* Aim of the task:
Search the records below for the string "image", and report each line that contains it.

* Available data:

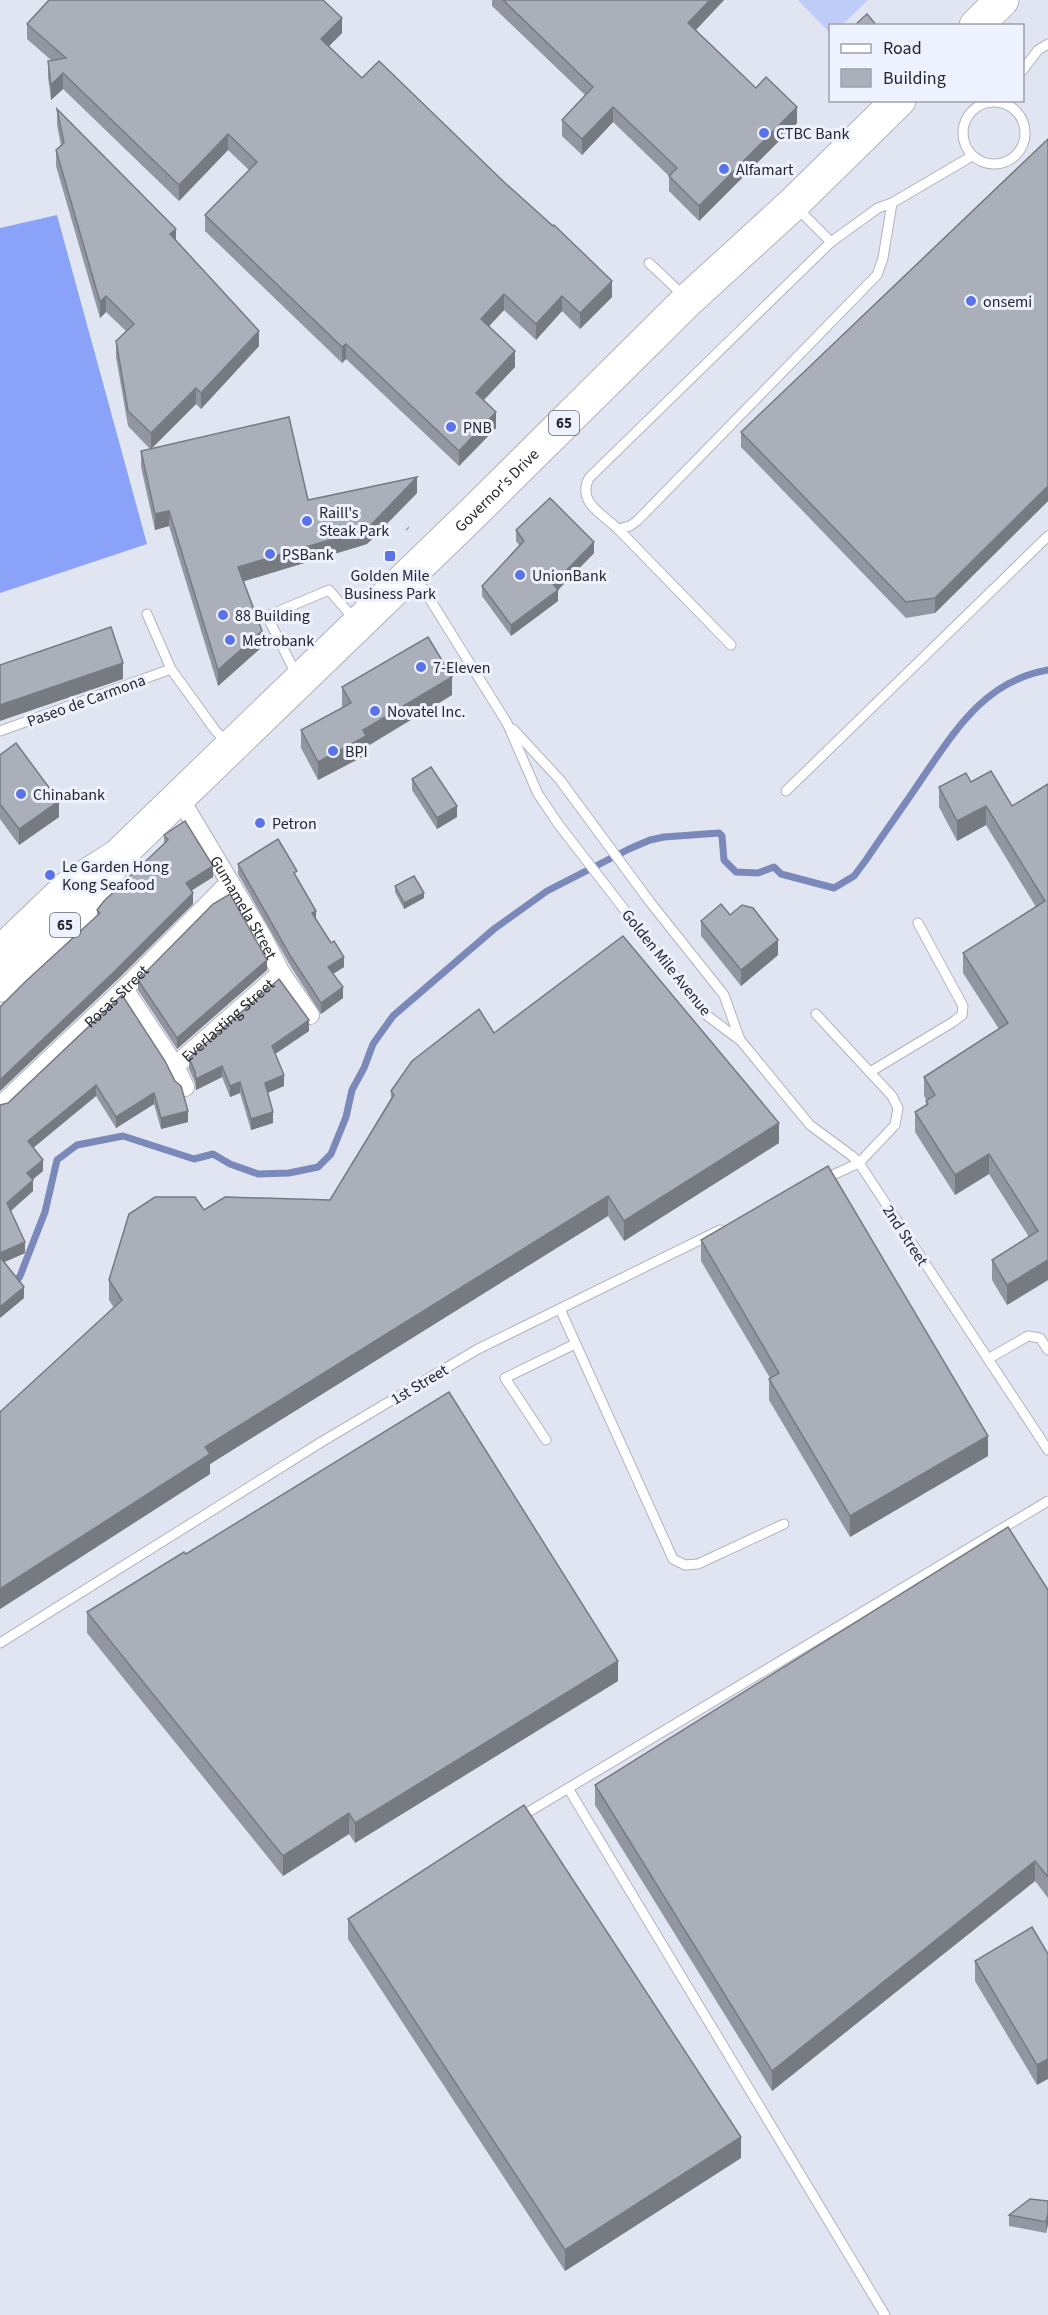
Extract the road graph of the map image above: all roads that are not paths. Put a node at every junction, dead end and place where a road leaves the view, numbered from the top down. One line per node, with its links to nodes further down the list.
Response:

...

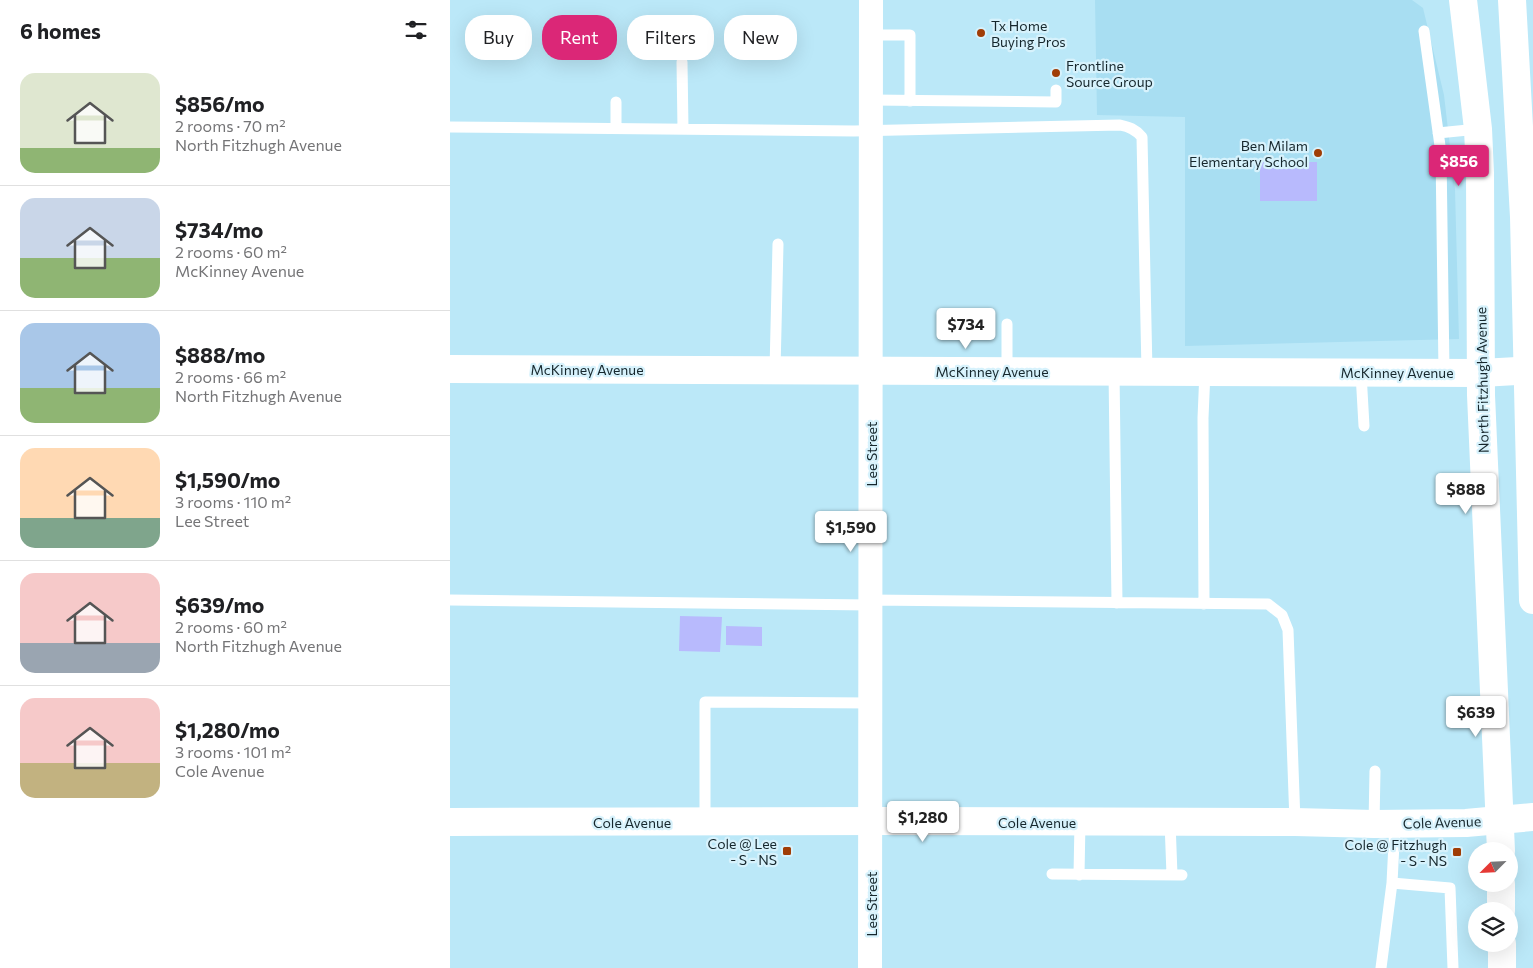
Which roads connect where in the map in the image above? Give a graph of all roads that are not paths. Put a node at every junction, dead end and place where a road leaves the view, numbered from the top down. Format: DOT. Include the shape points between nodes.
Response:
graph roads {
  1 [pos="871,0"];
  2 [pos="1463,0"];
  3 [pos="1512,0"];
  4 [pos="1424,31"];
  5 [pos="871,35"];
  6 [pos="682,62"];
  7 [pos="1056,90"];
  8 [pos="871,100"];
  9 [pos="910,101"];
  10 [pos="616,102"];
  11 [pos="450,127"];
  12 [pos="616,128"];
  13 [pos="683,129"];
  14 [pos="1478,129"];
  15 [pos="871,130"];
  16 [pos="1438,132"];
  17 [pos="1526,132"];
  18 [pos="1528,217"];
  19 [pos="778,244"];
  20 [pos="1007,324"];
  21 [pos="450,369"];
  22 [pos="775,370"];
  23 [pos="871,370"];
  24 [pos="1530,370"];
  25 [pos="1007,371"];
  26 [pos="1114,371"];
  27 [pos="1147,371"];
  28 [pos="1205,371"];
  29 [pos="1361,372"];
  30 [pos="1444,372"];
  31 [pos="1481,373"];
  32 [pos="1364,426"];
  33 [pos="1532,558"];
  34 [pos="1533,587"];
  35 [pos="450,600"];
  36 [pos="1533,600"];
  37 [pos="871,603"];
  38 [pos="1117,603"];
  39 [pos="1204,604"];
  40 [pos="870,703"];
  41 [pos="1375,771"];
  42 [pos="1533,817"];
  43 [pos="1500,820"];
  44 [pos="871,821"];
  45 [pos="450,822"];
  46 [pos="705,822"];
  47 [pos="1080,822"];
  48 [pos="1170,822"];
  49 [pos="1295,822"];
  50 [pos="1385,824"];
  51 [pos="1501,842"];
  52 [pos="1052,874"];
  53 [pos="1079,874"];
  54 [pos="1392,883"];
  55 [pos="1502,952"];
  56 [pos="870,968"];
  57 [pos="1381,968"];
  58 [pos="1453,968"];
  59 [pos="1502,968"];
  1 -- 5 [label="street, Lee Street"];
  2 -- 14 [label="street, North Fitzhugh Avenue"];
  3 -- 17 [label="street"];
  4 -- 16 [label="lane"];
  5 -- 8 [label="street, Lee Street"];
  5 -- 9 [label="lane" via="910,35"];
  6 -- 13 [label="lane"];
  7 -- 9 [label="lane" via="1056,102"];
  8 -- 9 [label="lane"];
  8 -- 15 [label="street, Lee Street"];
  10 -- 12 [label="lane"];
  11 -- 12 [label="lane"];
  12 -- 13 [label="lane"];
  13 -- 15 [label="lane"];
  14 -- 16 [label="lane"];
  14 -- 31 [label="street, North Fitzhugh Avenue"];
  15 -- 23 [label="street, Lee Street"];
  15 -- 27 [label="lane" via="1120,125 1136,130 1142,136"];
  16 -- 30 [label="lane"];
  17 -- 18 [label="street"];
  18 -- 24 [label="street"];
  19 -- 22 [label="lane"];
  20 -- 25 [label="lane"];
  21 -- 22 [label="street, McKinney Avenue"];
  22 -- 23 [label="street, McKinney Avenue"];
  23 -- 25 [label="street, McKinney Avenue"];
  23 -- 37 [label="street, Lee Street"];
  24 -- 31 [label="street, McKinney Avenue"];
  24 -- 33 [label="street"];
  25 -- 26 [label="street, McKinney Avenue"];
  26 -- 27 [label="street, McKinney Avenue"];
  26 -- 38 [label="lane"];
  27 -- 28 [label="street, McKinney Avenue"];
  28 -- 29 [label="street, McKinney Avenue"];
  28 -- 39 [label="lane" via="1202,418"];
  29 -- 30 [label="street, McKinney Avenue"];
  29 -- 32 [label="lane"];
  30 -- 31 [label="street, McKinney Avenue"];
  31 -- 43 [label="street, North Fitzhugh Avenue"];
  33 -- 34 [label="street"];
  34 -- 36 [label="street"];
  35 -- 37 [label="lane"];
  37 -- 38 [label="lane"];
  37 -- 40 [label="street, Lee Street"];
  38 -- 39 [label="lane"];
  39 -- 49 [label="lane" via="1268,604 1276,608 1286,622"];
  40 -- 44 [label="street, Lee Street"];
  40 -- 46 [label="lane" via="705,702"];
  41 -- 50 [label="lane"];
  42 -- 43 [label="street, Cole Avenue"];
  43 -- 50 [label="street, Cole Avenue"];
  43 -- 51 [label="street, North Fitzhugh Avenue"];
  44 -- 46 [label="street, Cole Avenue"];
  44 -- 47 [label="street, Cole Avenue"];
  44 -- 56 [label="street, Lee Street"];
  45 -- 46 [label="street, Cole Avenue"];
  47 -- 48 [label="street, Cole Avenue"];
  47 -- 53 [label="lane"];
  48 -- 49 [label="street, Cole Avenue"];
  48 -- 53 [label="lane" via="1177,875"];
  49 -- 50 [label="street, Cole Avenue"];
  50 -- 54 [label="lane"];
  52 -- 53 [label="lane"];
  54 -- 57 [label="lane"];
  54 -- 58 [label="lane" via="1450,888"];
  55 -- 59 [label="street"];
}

* Solution:
Extract the road graph of the map image above: all roads that are not paths. Put a node at every junction, dead end and place where a road leaves the view, numbered from the top down. One line per node, with its links to nodes further down the list.
Which roads connect where in the map in the image above? Give a graph of all roads that are not paths. Put a node at every junction, dead end and place where a road leaves the view, numbered from the top down. Format: DOT. Include the shape points between nodes.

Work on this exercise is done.